Feed on
Posts
Comments

Hewlett-Packard (HP)

We have a responsibility to redefine the role of the corporation on the world stage.

“As leaders, now more than ever before, we have a responsibility to redefine the role of the corporation on world stage, and to leverage our ability to impact individuals, companies, communities, nations for the better,” says Carly Fiorina, CEO of Hewlett-Packard.

“We must remake our businesses to be far more active corporate citizens—creators not only of shareowner value, but also of social value, in ways that are systemic and sustainable.

“It becomes our job to use a profit engine to raise the capabilities, extend the hopes, and extinguish despair across the globe.

“We have a chance and an imperative to improve the choices, economic condition, and sphere of opportunity for billions more people here at home and around the globe. It’s a greater mandate, one that our customers increasingly demand on us, one that is deserved by every country in which we do business, and one, I’d argue, that must be undertaken because it can be undertaken.

“This is a mandate that started as a quiet whisper more than a decade ago, and more recently could be heard loudly in Seattle and Prague and Genoa in the voices of protesters who declare that global companies have not lived up to their responsibilities.

“What is important here is not to take sides in the globalization debate, but to look at the problem and work toward a real solution.

“As the world moves toward a knowledge economy, the mandate for leadership changes.

“Unlike a world dominated solely by manufacturing prowess or distribution reach—one in which success is often about wringing cost out of the system or maximizing a supply chain—we’ve entered a different world.

“In a knowledge economy, an economy driven by intellectual and human capital, in addition to financial and physical capital, the transfer of knowledge, information, and know-how—the exchange of services— will become an increasingly important driver.

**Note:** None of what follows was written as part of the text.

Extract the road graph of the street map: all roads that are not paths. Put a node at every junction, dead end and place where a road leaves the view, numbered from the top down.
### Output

“In such an economy, partnership, trust, reliability, and respect become important. Which is why, in an economy where intellectual capital is currency, corporate behavior becomes a scorecard by which you are judged—by your customers, your employees, and your shareowners.

“That scorecard will, of course, include your ability to be a competitive player, but equally important on the score-card will be:

  • Your integrity and your character
  • Your ability to transfer value and know-how into local economies in which you do business
  • Your track-record as a socially responsible corporate citizen
  • Your ability to sustain and nurture true partnerships and ecosystems in which all parties gain both social good and economic gain

“The winning companies of this century will be those who prove with their actions that they can be profitable and increase social values—companies that both do well and do good. So much so, in fact, that business leaders will no longer view doing well and doing good as separate pursuits, but as one unified pursuit.

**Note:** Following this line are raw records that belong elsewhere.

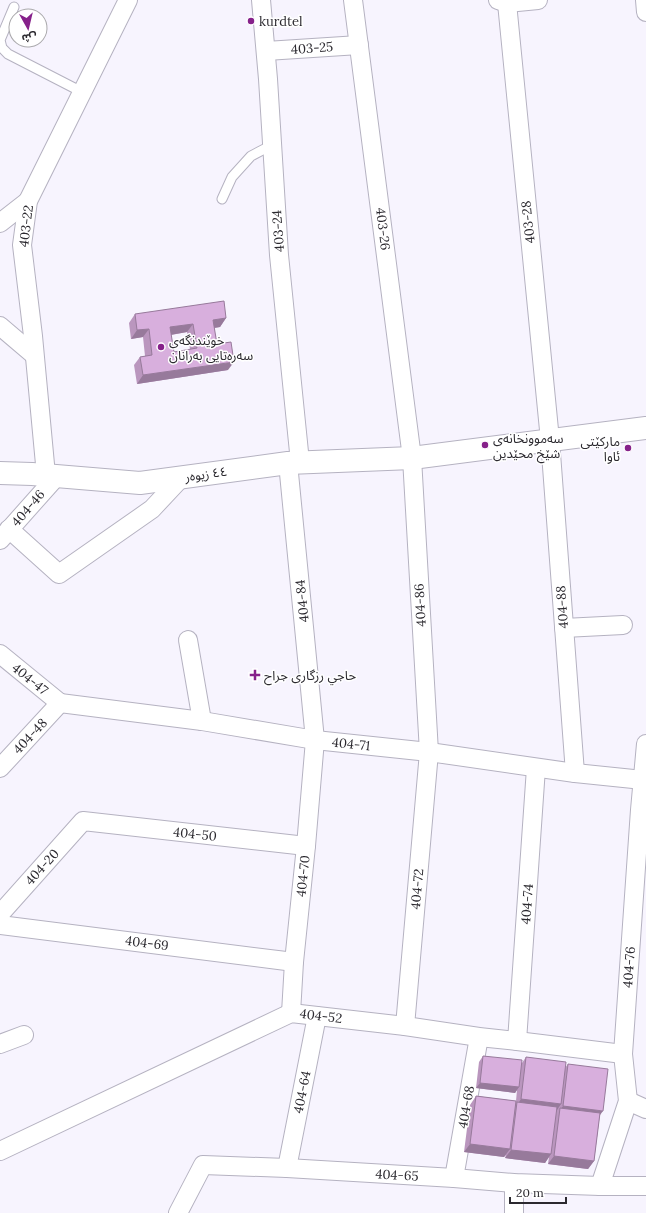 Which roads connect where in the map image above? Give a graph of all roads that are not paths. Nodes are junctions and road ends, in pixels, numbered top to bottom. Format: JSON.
{"nodes":[{"id":1,"x":128,"y":0,"type":"edge"},
{"id":2,"x":261,"y":0,"type":"edge"},
{"id":3,"x":353,"y":0,"type":"edge"},
{"id":4,"x":538,"y":0,"type":"edge"},
{"id":5,"x":645,"y":0,"type":"edge"},
{"id":6,"x":502,"y":2,"type":"edge"},
{"id":7,"x":14,"y":7,"type":"dead end"},
{"id":8,"x":646,"y":12,"type":"edge"},
{"id":9,"x":359,"y":45,"type":"junction"},
{"id":10,"x":266,"y":52,"type":"junction"},
{"id":11,"x":82,"y":92,"type":"junction"},
{"id":12,"x":272,"y":145,"type":"junction"},
{"id":13,"x":222,"y":199,"type":"dead end"},
{"id":14,"x":28,"y":201,"type":"junction"},
{"id":15,"x":0,"y":223,"type":"edge"},
{"id":16,"x":0,"y":326,"type":"edge"},
{"id":17,"x":34,"y":355,"type":"junction"},
{"id":18,"x":646,"y":428,"type":"edge"},
{"id":19,"x":550,"y":440,"type":"junction"},
{"id":20,"x":412,"y":458,"type":"junction"},
{"id":21,"x":294,"y":463,"type":"junction"},
{"id":22,"x":0,"y":473,"type":"edge"},
{"id":23,"x":51,"y":475,"type":"junction"},
{"id":24,"x":181,"y":478,"type":"junction"},
{"id":25,"x":5,"y":535,"type":"edge"},
{"id":26,"x":623,"y":624,"type":"dead end"},
{"id":27,"x":564,"y":628,"type":"junction"},
{"id":28,"x":188,"y":640,"type":"dead end"},
{"id":29,"x":0,"y":654,"type":"edge"},
{"id":30,"x":60,"y":703,"type":"junction"},
{"id":31,"x":202,"y":721,"type":"junction"},
{"id":32,"x":315,"y":740,"type":"junction"},
{"id":33,"x":646,"y":744,"type":"edge"},
{"id":34,"x":429,"y":752,"type":"junction"},
{"id":35,"x":0,"y":768,"type":"edge"},
{"id":36,"x":536,"y":768,"type":"junction"},
{"id":37,"x":575,"y":773,"type":"junction"},
{"id":38,"x":643,"y":780,"type":"junction"},
{"id":39,"x":643,"y":812,"type":"edge"},
{"id":40,"x":83,"y":821,"type":"joint"},
{"id":41,"x":306,"y":846,"type":"junction"},
{"id":42,"x":0,"y":914,"type":"edge"},
{"id":43,"x":0,"y":924,"type":"edge"},
{"id":44,"x":294,"y":962,"type":"junction"},
{"id":45,"x":291,"y":1013,"type":"junction"},
{"id":46,"x":317,"y":1016,"type":"junction"},
{"id":47,"x":405,"y":1026,"type":"junction"},
{"id":48,"x":24,"y":1035,"type":"dead end"},
{"id":49,"x":479,"y":1037,"type":"junction"},
{"id":50,"x":518,"y":1041,"type":"junction"},
{"id":51,"x":0,"y":1044,"type":"edge"},
{"id":52,"x":623,"y":1054,"type":"junction"},
{"id":53,"x":628,"y":1101,"type":"junction"},
{"id":54,"x":646,"y":1109,"type":"edge"},
{"id":55,"x":0,"y":1152,"type":"edge"},
{"id":56,"x":287,"y":1168,"type":"junction"},
{"id":57,"x":454,"y":1178,"type":"junction"},
{"id":58,"x":514,"y":1183,"type":"junction"},
{"id":59,"x":600,"y":1186,"type":"junction"},
{"id":60,"x":646,"y":1186,"type":"edge"},
{"id":61,"x":178,"y":1213,"type":"edge"},
{"id":62,"x":514,"y":1213,"type":"edge"}],
"edges":[{"from":1,"to":11,"type":"street","name":"403-22"},
{"from":2,"to":10,"type":"street","name":"403-24"},
{"from":3,"to":9,"type":"street","name":"403-26"},
{"from":4,"to":6,"type":"street"},
{"from":5,"to":8,"type":"street"},
{"from":6,"to":19,"type":"street","name":"403-28"},
{"from":7,"to":11,"type":"lane"},
{"from":9,"to":10,"type":"street","name":"403-25"},
{"from":9,"to":20,"type":"street","name":"403-26"},
{"from":10,"to":12,"type":"street","name":"403-24"},
{"from":11,"to":14,"type":"street","name":"403-22"},
{"from":12,"to":13,"type":"lane"},
{"from":12,"to":21,"type":"street","name":"403-24"},
{"from":14,"to":15,"type":"street"},
{"from":14,"to":17,"type":"street","name":"403-22"},
{"from":16,"to":17,"type":"street"},
{"from":17,"to":23,"type":"street","name":"403-22"},
{"from":18,"to":19,"type":"street","name":"٤٤ زیوەر"},
{"from":19,"to":20,"type":"street","name":"٤٤ زیوەر"},
{"from":19,"to":27,"type":"street","name":"404-88"},
{"from":20,"to":21,"type":"street","name":"٤٤ زیوەر"},
{"from":20,"to":34,"type":"street","name":"404-86"},
{"from":21,"to":24,"type":"street","name":"٤٤ زیوەر"},
{"from":21,"to":32,"type":"street","name":"404-84"},
{"from":22,"to":23,"type":"street","name":"٤٤ زیوەر"},
{"from":23,"to":24,"type":"street","name":"٤٤ زیوەر"},
{"from":23,"to":25,"type":"street","name":"404-46"},
{"from":24,"to":25,"type":"street"},
{"from":26,"to":27,"type":"street"},
{"from":27,"to":37,"type":"street","name":"404-88"},
{"from":28,"to":31,"type":"street"},
{"from":29,"to":30,"type":"street","name":"404-47"},
{"from":30,"to":31,"type":"street","name":"404-71"},
{"from":30,"to":35,"type":"street","name":"404-48"},
{"from":31,"to":32,"type":"street","name":"404-71"},
{"from":32,"to":34,"type":"street","name":"404-71"},
{"from":32,"to":41,"type":"street","name":"404-70"},
{"from":33,"to":38,"type":"street","name":"404-76"},
{"from":34,"to":36,"type":"street","name":"404-71"},
{"from":34,"to":47,"type":"street","name":"404-72"},
{"from":36,"to":37,"type":"street","name":"404-71"},
{"from":36,"to":50,"type":"street","name":"404-74"},
{"from":37,"to":38,"type":"street","name":"404-71"},
{"from":38,"to":39,"type":"street","name":"404-76"},
{"from":39,"to":52,"type":"street","name":"404-76"},
{"from":40,"to":41,"type":"street","name":"404-50"},
{"from":40,"to":42,"type":"street","name":"404-20"},
{"from":41,"to":44,"type":"street","name":"404-70"},
{"from":43,"to":44,"type":"street","name":"404-69"},
{"from":44,"to":45,"type":"street","name":"404-70"},
{"from":45,"to":46,"type":"street","name":"404-52"},
{"from":45,"to":55,"type":"street","name":"404-52"},
{"from":46,"to":47,"type":"street","name":"404-52"},
{"from":46,"to":56,"type":"street","name":"404-64"},
{"from":47,"to":49,"type":"street","name":"404-52"},
{"from":48,"to":51,"type":"street"},
{"from":49,"to":50,"type":"street","name":"404-52"},
{"from":49,"to":57,"type":"street","name":"404-68"},
{"from":50,"to":52,"type":"street","name":"404-52"},
{"from":52,"to":53,"type":"street","name":"404-76"},
{"from":53,"to":54,"type":"street"},
{"from":53,"to":59,"type":"street","name":"404-76"},
{"from":56,"to":57,"type":"street","name":"404-65"},
{"from":56,"to":61,"type":"street","name":"404-65"},
{"from":57,"to":58,"type":"street","name":"404-65"},
{"from":58,"to":59,"type":"street","name":"404-65"},
{"from":58,"to":62,"type":"street"},
{"from":59,"to":60,"type":"street","name":"404-65"}]}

“and, increasingly, shareowners, customers, partners, and employees are going to vote with their feet—rewarding those companies that achieve social change through business.

“The companies that will be worthy of their investment, money, time, and energy will be those with similar values and those that can meet a much higher standard of performance.

“I should note this has nothing to do with politics or subscribing to a particular ideology or economic theory. This is simply the new reality of business—one that we should and must embrace.

“The question, of course, is, how? “Whether your business, like HP’s, spans the entire globe, or just the eight blocks around this building, the same principles apply.

“There are key leadership imperatives that are at work, and must be mastered, for all of us as leaders to operate and succeed going forward.

“Imperative number one is the principle of leadership and the mandate to build a winning culture. This first leadership imperative starts within the walls of your company, in the vision you set and in the culture you build.

“Recently, in the business world we talked about culture as a lever for change and a means of motivating employees—and, certainly, that’s still true. But particularly since September 11, culture has also come to mean something else.

“According to a recent Wall Street Journal article on the redefinition of the workplace in light of recent events: ‘The tragedy brought need for safety, security, belonging, and affiliation into sharp relief.’

“Clearly, it is leadership’s responsibility to give employees space and support to rethink their priorities in the wake of recent events. But the article goes on to say that if ‘managed correctly, recent events present an opportunity to strengthen employees’ sense of affiliation through a vision, a common mission, a common sense of purpose.’

“In this context, as leaders, we must answer the question for our employees: In a world where know-how and insight and intelligence and inventive spirit are the keys to success, what role will our company play in fostering it, and what role will we play in harnessing it?

“Once we answer this, we then have to foster a culture that can deliver on that vision.

“It’s important to remember that top leaders can set a vision, set a strategy, set a system of rewards and metrics that encourage people, reward people, and train people. But the rest is ultimately up to the individuals and teams in our companies. It is very much the acts of individuals, the every day acts of many, which make the biggest difference in the overall performance of a company.”